[Collected data]
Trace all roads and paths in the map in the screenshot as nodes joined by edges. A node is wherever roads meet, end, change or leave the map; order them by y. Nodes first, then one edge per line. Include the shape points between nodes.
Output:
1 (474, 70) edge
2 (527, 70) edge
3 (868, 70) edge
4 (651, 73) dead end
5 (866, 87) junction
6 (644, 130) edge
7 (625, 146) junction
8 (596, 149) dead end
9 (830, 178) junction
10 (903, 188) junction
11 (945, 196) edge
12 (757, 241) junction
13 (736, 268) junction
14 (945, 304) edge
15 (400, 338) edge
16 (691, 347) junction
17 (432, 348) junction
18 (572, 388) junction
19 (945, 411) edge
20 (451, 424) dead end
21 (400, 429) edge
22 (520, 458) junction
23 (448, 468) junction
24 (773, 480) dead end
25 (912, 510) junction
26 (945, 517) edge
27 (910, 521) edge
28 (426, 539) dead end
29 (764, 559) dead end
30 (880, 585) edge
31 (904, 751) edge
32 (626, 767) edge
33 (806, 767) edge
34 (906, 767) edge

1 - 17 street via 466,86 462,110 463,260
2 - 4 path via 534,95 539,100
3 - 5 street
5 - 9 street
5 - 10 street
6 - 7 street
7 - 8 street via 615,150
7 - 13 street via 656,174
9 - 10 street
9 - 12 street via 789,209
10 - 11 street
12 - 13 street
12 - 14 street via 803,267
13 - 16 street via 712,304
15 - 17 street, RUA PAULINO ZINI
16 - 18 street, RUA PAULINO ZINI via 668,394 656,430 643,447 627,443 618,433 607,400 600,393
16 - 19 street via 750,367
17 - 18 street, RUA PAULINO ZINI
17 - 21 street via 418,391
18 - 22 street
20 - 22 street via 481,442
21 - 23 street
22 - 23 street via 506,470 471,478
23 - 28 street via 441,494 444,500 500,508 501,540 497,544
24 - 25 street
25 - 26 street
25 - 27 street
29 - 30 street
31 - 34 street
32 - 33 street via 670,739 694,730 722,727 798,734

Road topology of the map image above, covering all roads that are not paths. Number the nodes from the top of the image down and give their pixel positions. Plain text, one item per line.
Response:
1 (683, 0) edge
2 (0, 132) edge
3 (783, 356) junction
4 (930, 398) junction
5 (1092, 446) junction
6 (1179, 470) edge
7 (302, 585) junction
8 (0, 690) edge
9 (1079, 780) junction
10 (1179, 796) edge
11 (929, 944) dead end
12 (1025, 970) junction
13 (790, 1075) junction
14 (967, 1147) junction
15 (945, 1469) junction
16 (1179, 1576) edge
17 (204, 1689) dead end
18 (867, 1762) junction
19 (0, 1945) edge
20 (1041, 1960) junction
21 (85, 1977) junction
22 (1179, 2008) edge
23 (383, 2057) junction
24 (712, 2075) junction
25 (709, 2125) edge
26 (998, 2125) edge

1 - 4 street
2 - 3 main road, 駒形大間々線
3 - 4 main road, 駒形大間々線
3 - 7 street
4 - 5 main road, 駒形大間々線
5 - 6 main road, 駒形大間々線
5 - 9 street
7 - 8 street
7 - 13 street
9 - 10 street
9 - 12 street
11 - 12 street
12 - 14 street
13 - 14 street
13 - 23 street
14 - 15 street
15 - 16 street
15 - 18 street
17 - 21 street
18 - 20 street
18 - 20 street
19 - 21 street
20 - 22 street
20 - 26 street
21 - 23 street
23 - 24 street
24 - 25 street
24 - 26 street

Task requirements
Restate the data above in full, word for word.

Answer to this problem
Trace all roads and paths in the map in the screenshot as nodes joined by edges. A node is wherever roads meet, end, change or leave the map; order them by y. Nodes first, then one edge per line. Include the shape points between nodes.
Output:
1 (474, 70) edge
2 (527, 70) edge
3 (868, 70) edge
4 (651, 73) dead end
5 (866, 87) junction
6 (644, 130) edge
7 (625, 146) junction
8 (596, 149) dead end
9 (830, 178) junction
10 (903, 188) junction
11 (945, 196) edge
12 (757, 241) junction
13 (736, 268) junction
14 (945, 304) edge
15 (400, 338) edge
16 (691, 347) junction
17 (432, 348) junction
18 (572, 388) junction
19 (945, 411) edge
20 (451, 424) dead end
21 (400, 429) edge
22 (520, 458) junction
23 (448, 468) junction
24 (773, 480) dead end
25 (912, 510) junction
26 (945, 517) edge
27 (910, 521) edge
28 (426, 539) dead end
29 (764, 559) dead end
30 (880, 585) edge
31 (904, 751) edge
32 (626, 767) edge
33 (806, 767) edge
34 (906, 767) edge

1 - 17 street via 466,86 462,110 463,260
2 - 4 path via 534,95 539,100
3 - 5 street
5 - 9 street
5 - 10 street
6 - 7 street
7 - 8 street via 615,150
7 - 13 street via 656,174
9 - 10 street
9 - 12 street via 789,209
10 - 11 street
12 - 13 street
12 - 14 street via 803,267
13 - 16 street via 712,304
15 - 17 street, RUA PAULINO ZINI
16 - 18 street, RUA PAULINO ZINI via 668,394 656,430 643,447 627,443 618,433 607,400 600,393
16 - 19 street via 750,367
17 - 18 street, RUA PAULINO ZINI
17 - 21 street via 418,391
18 - 22 street
20 - 22 street via 481,442
21 - 23 street
22 - 23 street via 506,470 471,478
23 - 28 street via 441,494 444,500 500,508 501,540 497,544
24 - 25 street
25 - 26 street
25 - 27 street
29 - 30 street
31 - 34 street
32 - 33 street via 670,739 694,730 722,727 798,734

Road topology of the map image above, covering all roads that are not paths. Number the nodes from the top of the image down and give their pixel positions. Plain text, one item per line.
Response:
1 (683, 0) edge
2 (0, 132) edge
3 (783, 356) junction
4 (930, 398) junction
5 (1092, 446) junction
6 (1179, 470) edge
7 (302, 585) junction
8 (0, 690) edge
9 (1079, 780) junction
10 (1179, 796) edge
11 (929, 944) dead end
12 (1025, 970) junction
13 (790, 1075) junction
14 (967, 1147) junction
15 (945, 1469) junction
16 (1179, 1576) edge
17 (204, 1689) dead end
18 (867, 1762) junction
19 (0, 1945) edge
20 (1041, 1960) junction
21 (85, 1977) junction
22 (1179, 2008) edge
23 (383, 2057) junction
24 (712, 2075) junction
25 (709, 2125) edge
26 (998, 2125) edge

1 - 4 street
2 - 3 main road, 駒形大間々線
3 - 4 main road, 駒形大間々線
3 - 7 street
4 - 5 main road, 駒形大間々線
5 - 6 main road, 駒形大間々線
5 - 9 street
7 - 8 street
7 - 13 street
9 - 10 street
9 - 12 street
11 - 12 street
12 - 14 street
13 - 14 street
13 - 23 street
14 - 15 street
15 - 16 street
15 - 18 street
17 - 21 street
18 - 20 street
18 - 20 street
19 - 21 street
20 - 22 street
20 - 26 street
21 - 23 street
23 - 24 street
24 - 25 street
24 - 26 street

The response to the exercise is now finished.